Eventually, I made the choice based on logic and a twee bit of sentimentality. I have a very unique name. I am one of only two Sabrina Jess’ in the world – from what I’ve been able to sleuth out via the internet. The other me lives in Ireland and wears more makeup than I do.  She’s also younger than me.  And for what it’s worth, we’re both brunettes with nice eyebrows. Coincidence? Okay probably, but I digress…

As someone who writes on the interwebz and has been on camera on the interwebz, I thought it best if I keep my artistic professional life and my day job professional life separate. I wasn’t doing anything shady as Sabrina Jess but plenty of companies aren’t fans of their employees existing on the interwebz so it made sense. With my husband’s last name I could disappear. You couldn’t Google and find me or anything I worked on (you could however, find a British porn star, which might have been a hindrance in the long run anyway). It seemed like the right choice to make. I could be goofy, creative me online and keep that me separate from 9-5 day job me.

Or so I thought.

My first job after changing my name? They found out my maiden name, my Facebook, and my blog all before I ever signed any papers telling them my SSN or my maiden name. Thanks a lot, internet. My current job? I work as a Technical Writer and used my blog as proof of my writing interest and abilities. Pretending Sabrina Jess wasn’t an option.

I thought I could disappear but the internet found me.

It became clear my plan was foiled and the only last shred of my desire to keep the last name came in the form of zero logic. I just thought it was nice that I shared a name with my husband.

That’s it.

It was nice.

For his own part, my darling husband could not care less what my last name is. Okay, maybe that’s not true. If I changed it to Sabrina HatesMovies or Sabrina VaginaPunch he would probably at least speak up about it. At no point has he ever cared whether or not we had last names that were the same or different. I cleared this with him multiple times before both name changes. Zero fucks were given.

Prior to our wedding, I spent a lot of time researching my personal ancestry and started to feel a connection to this lineage of mine like never before. After the wedding, I found that for all the problems my maiden name had caused me, I actually missed it quite a bit. I mourned my last name. I became insistent that every artistic endeavor I participated in used my maiden name. I was proud of being a special snowflake. I missed my special snowflake-ness.

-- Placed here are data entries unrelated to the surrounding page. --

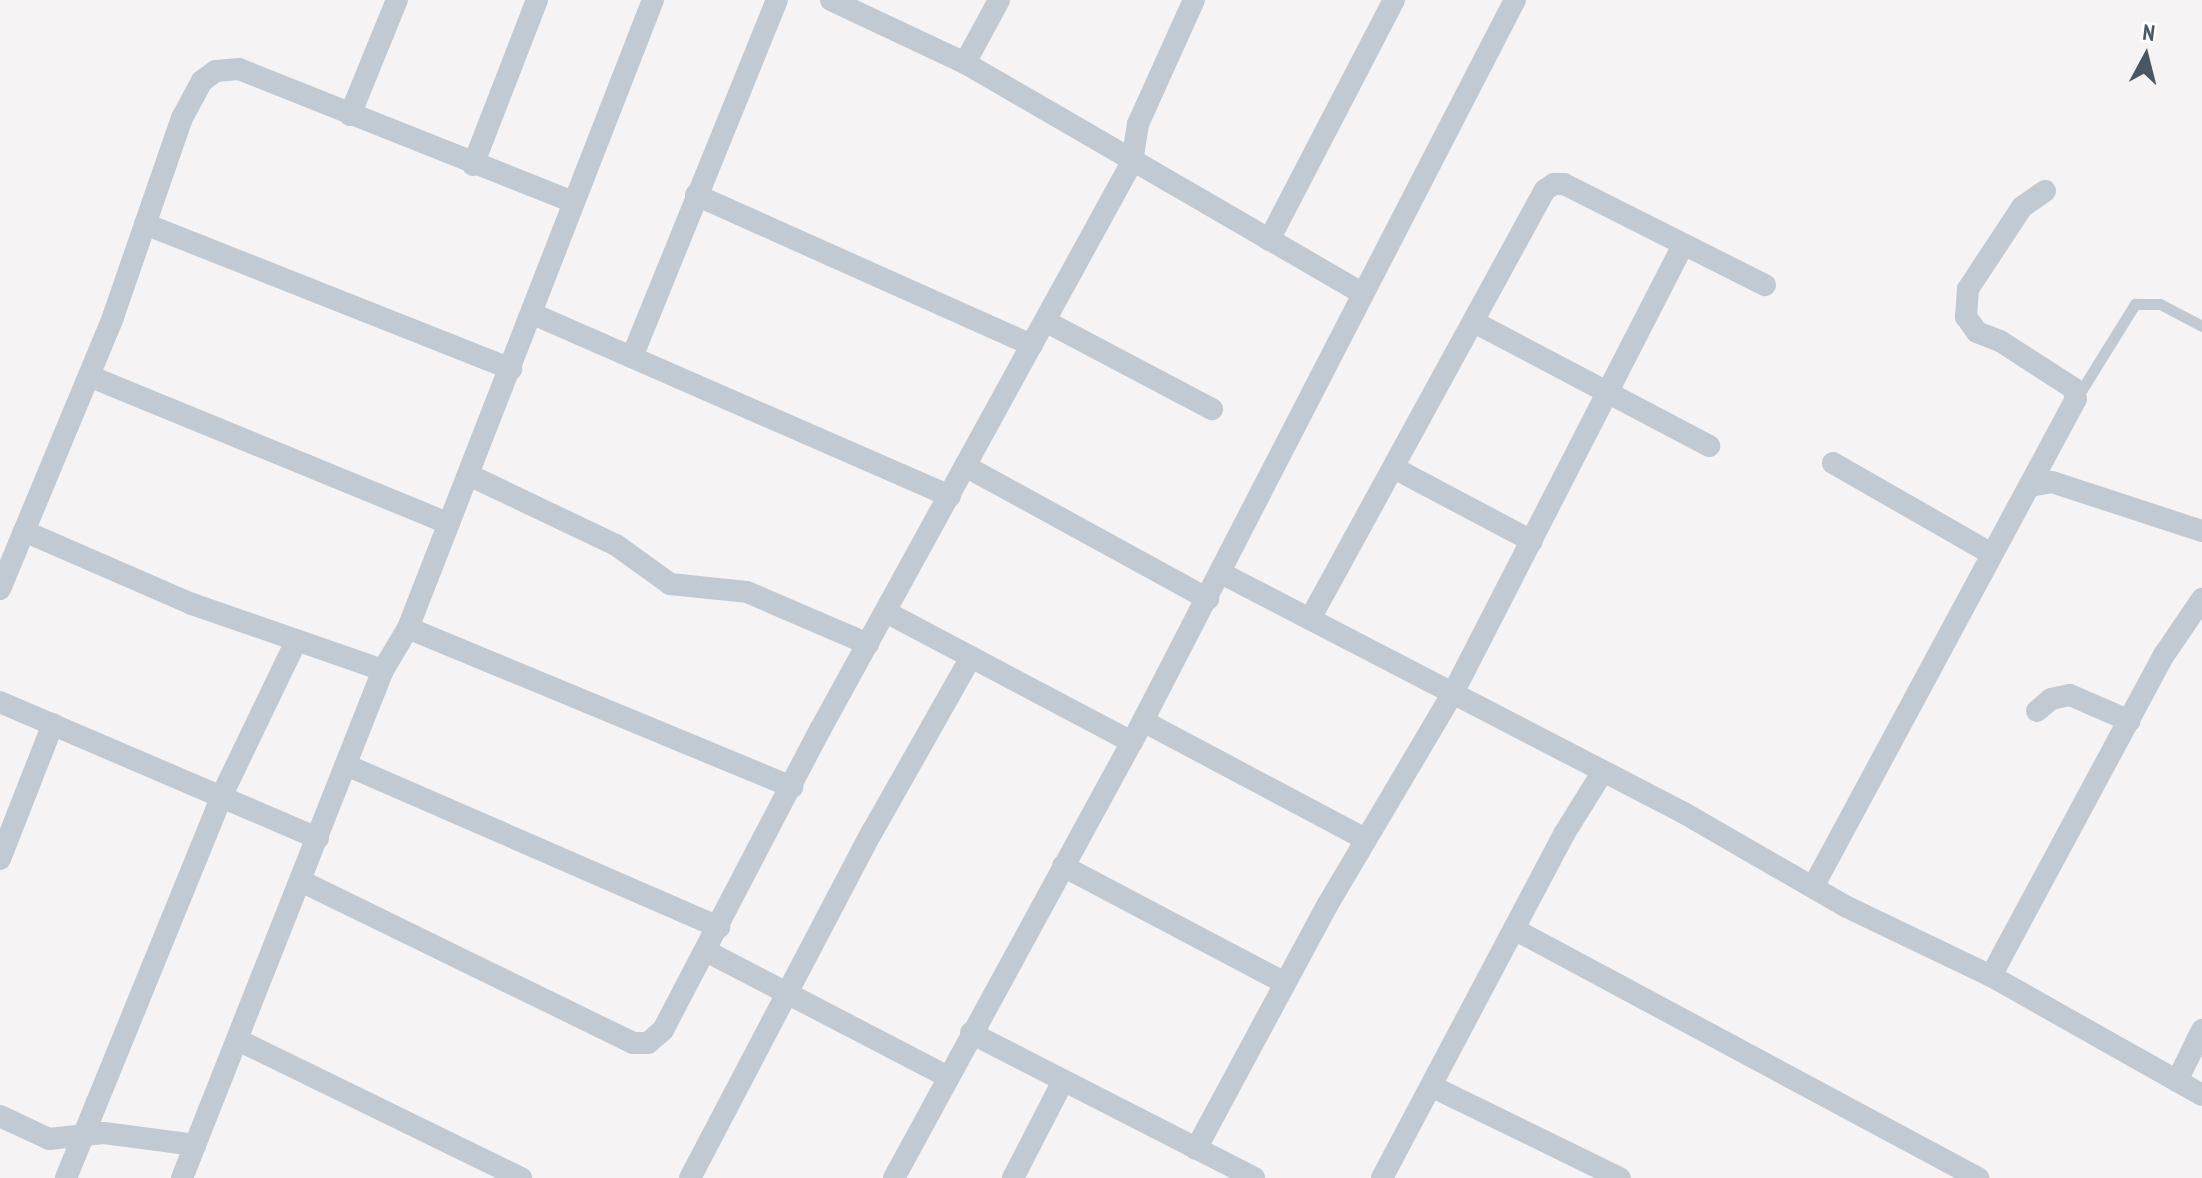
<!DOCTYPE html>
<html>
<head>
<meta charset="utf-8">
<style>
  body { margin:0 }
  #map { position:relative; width:2202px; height:1178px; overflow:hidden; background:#f5f3f3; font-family:"PT Sans Narrow",sans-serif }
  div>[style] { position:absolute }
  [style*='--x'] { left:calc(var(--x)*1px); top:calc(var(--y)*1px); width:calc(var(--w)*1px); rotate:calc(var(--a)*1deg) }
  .service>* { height:11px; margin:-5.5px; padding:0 5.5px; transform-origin:5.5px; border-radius:5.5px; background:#c1cad2 }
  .minor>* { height:22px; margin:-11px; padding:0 11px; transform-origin:11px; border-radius:11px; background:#c1cad2 }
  span { translate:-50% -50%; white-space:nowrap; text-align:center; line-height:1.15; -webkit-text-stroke:6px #fff; paint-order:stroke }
  .north { position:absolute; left:2106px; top:16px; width:80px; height:80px; -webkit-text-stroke:6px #fff; paint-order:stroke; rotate:7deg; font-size:22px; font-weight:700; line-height:32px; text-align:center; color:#4a5661 }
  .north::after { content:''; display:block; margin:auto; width:28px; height:36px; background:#4a5661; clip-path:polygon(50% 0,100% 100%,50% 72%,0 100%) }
</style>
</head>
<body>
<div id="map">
  <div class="service">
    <i style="--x:2076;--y:399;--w:112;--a:-58.2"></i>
    <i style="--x:2135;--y:304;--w:25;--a:0"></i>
    <i style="--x:2160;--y:304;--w:47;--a:27.6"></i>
  </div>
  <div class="minor">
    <i style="--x:831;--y:0;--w:148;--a:25.2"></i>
    <i style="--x:965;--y:63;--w:460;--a:30.1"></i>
    <i style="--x:965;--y:63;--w:72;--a:-61.6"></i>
    <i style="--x:350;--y:115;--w:124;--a:-67.8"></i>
    <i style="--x:473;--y:165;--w:177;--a:-68.8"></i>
    <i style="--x:696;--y:195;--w:368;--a:24.1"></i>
    <i style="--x:145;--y:224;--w:394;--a:21.6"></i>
    <i style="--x:1269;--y:240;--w:271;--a:-62.5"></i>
    <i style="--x:533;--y:314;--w:455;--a:23.6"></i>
    <i style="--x:1045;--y:321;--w:189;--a:27.8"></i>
    <i style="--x:1474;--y:322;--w:266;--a:27.8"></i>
    <i style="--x:632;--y:357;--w:385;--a:-67.9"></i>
    <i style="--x:89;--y:376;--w:389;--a:22.3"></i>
    <i style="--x:1833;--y:463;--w:183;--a:29.8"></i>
    <i style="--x:967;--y:467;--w:275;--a:28.7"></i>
    <i style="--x:1394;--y:468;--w:156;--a:27.9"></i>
    <i style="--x:469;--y:475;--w:163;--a:25.5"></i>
    <i style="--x:616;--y:545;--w:67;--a:35.8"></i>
    <i style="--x:670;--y:584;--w:77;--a:5.9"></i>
    <i style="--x:747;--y:592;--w:132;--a:23.3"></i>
    <i style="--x:2030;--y:486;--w:22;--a:-10"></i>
    <i style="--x:2052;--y:482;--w:158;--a:18.1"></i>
    <i style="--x:24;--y:531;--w:183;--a:23.5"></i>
    <i style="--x:192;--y:604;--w:202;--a:19.1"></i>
    <i style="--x:1221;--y:573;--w:522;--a:27.4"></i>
    <i style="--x:1684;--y:813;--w:188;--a:30"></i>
    <i style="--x:1847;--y:907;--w:160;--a:25.6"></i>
    <i style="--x:1991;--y:976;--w:365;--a:-61.7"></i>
    <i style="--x:2164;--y:655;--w:68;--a:-55.8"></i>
    <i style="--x:0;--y:589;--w:295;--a:-67.4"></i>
    <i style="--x:113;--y:317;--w:211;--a:-70.9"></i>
    <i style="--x:182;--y:118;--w:42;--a:-61.6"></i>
    <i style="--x:202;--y:81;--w:17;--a:-36"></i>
    <i style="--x:216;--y:71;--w:23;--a:-5"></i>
    <i style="--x:239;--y:69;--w:360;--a:21.7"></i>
    <i style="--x:886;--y:612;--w:278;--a:27.9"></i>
    <i style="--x:1310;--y:619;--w:489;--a:-61.3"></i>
    <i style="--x:1545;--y:190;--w:11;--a:-34"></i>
    <i style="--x:1554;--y:184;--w:10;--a:0"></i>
    <i style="--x:1564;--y:184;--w:225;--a:26.7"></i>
    <i style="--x:408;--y:628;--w:416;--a:22.5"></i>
    <i style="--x:0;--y:702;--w:346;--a:23.2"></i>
    <i style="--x:2037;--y:711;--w:18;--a:-41"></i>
    <i style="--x:2051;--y:699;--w:19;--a:-12"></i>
    <i style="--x:2070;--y:695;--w:65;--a:23.4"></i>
    <i style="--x:1143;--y:721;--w:251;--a:28"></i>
    <i style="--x:346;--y:765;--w:407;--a:23.5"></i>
    <i style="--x:0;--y:859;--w:145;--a:-68.6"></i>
    <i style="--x:1063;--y:866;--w:251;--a:27.8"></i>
    <i style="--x:301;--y:881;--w:369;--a:26"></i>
    <i style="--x:633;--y:1043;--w:15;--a:0"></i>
    <i style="--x:648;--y:1043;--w:20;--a:-41"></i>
    <i style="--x:663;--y:1030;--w:339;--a:-62.4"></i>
    <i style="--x:820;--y:730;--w:648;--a:-61.22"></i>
    <i style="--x:1132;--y:162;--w:38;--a:-81"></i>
    <i style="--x:1138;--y:124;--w:136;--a:-65.7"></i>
    <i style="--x:1813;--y:887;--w:554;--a:-61.68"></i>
    <i style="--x:2076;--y:399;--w:11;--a:-105"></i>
    <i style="--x:2073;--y:388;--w:87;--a:-147.2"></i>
    <i style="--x:2000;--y:341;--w:25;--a:-159"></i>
    <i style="--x:1977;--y:332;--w:19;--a:-126"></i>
    <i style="--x:1966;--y:317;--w:28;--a:-86"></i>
    <i style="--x:1968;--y:289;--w:98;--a:-56.6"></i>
    <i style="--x:2022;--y:207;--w:28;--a:-35"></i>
    <i style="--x:1514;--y:929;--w:527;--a:28.22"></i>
    <i style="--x:706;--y:951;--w:273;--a:27.5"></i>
    <i style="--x:1991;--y:976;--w:242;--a:29.4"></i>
    <i style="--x:971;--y:1033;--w:318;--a:27.1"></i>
    <i style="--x:238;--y:1040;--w:315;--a:26"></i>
    <i style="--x:2177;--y:1081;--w:57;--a:-63.9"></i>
    <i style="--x:1431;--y:1086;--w:210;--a:26"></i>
    <i style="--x:0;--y:1116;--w:54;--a:25.1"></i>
    <i style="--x:49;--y:1139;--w:55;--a:-6.2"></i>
    <i style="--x:104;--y:1133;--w:92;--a:7.5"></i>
    <i style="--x:1196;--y:1149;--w:278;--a:-61.7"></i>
    <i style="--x:1328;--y:904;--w:245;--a:-59.4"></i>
    <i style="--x:1453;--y:693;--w:504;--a:-62.82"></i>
    <i style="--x:66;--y:1178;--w:414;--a:-67.8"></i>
    <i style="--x:222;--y:795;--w:171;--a:-64.3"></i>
    <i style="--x:182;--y:1178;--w:546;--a:-68.41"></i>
    <i style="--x:383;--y:670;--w:49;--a:-59.2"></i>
    <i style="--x:408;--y:628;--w:674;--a:-68.69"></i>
    <i style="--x:690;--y:1178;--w:391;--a:-62.3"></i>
    <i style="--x:872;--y:832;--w:201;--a:-60.5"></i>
    <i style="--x:894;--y:1178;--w:497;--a:-61.4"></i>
    <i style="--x:1132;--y:742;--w:835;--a:-62.7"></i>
    <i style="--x:1013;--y:1178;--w:109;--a:-62.7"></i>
    <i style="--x:1382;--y:1178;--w:389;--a:-62.1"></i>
    <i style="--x:1564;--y:834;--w:72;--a:-58.1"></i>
  </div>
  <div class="north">N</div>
</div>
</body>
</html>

When my Poppa died, it felt particularly strange for me, wanting to identify as a Jess and feeling as though I couldn’t.  Not that society saw me differently. But I did. It made it that much more clear that I was not okay with letting go.

If you ask my husband why he won’t take my last name, he’ll tell you it’s because for better or worse, his name is his name. It’s who he is. It’s who he’s always been.

For me, it’s very much like that. I didn’t realize how much a part of me my last name was until I gave it away. My unique identifier in the world with which I have always had a love-hate relationship but ultimately, has always been so good to me. It made me feel like me.

So I thought on it. And thought on it some more. Because I’m incapable of not obsessing over every decision I make.

And then I changed my name back because the exciting thing about being a human people is that I can change my mind as much as I want (so there). I have a fancy court document decreeing my new (old) name and everything.

I love and adore my husband, and my in-laws have been nothing but kind to me over the years, but their identifier is not my own.

Thank you, David, for letting me borrow your last name for a while. I needed that time with it. I needed to experience life with the same last name as you so I could appreciate my own last name, but it has served its purpose, and you can have it back now.